Inorganic Chemistry in the Faculty of Agriculture

I provide the only inorganic chemistry-related lectures in the Faculty of Agriculture. The lectures I am in charge of are “Fundamentals of Analytical Chemistry,” “Analytical Chemistry,” and “Bioinorganic Chemistry.” In addition, I also lecture in omnibus-style food-related courses, where I talk about minerals in food and toxic metals. To study the broad field of life sciences, it is necessary to have a wide range of knowledge and education, rather than being confined to a narrow specialty. In a faculty where many lectures are related to “organic molecules,” I would like as many students as possible to expand their perspective to include the realm of “inorganic elements.” Students in my laboratory pursue research themes such as biomineralization including pearls, food-related minerals, toxic metals, and metallic nanoparticles. We actively conduct joint research with other universities and companies. Although each student has one research theme, research is conducted interactively. I aim to cultivate human resources who can think independently and logically, and as a policy, I place importance on students’ autonomy. After completing their studies, many students find employment in research positions at national institutes, chemical manufacturers, or food manufacturers.

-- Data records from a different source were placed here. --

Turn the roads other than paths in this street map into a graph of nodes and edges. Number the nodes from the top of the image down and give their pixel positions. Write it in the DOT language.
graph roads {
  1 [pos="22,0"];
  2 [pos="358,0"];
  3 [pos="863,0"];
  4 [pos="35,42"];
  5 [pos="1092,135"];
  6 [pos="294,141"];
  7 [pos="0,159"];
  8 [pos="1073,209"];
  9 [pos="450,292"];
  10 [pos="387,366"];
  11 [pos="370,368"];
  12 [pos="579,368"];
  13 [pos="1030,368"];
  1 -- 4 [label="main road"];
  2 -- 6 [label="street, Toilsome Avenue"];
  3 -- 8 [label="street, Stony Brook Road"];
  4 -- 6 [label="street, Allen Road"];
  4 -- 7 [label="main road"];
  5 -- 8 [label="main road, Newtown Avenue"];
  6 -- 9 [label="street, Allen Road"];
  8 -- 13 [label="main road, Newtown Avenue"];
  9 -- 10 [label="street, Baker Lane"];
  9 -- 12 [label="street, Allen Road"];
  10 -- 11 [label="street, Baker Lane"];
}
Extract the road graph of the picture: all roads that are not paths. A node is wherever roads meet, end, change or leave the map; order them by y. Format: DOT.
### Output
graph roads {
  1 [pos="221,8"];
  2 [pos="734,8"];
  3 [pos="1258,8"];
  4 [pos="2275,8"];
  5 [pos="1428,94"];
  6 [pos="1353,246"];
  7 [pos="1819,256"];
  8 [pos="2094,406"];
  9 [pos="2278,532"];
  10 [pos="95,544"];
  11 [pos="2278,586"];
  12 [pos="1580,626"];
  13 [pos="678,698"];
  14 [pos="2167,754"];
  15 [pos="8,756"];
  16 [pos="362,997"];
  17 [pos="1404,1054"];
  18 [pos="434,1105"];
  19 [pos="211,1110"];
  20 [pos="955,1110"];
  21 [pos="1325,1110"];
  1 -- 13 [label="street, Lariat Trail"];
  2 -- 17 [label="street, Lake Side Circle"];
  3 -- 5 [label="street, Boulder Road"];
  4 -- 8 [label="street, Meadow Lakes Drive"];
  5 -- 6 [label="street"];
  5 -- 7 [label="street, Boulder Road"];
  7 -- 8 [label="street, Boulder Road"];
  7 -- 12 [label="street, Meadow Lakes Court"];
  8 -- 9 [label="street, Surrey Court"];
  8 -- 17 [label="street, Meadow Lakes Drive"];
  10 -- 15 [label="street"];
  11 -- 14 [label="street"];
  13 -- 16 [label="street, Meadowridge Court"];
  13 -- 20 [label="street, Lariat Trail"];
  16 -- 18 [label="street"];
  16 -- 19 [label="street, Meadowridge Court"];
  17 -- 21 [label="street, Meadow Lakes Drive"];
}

Decarbonization through Biomineralization

The concentration of carbon dioxide in the atmosphere is rising, and urgent measures against global warming are required. Many initiatives aim to fix carbon dioxide into organic matter. However, converting carbon dioxide into organic matter requires energy, which always entails a trade-off between costs and the carbon dioxide balance. On the other hand, the reaction from carbon dioxide to calcium carbonate proceeds spontaneously, without the need for external energy input. Yet, in the ocean, the presence of various coexisting ions makes this reaction kinetically unfavorable, so calcium carbonate does not readily precipitate. Biological biomineralization, however, allows calcium carbonate to precipitate efficiently in the ocean. By elucidating the molecular mechanisms of such biomineralization, it is possible to apply them to technologies for efficiently producing calcium carbonate. We are currently promoting this initiative through joint research with various companies, but we hope to advance decarbonization research via biomineralization on an even larger project scale.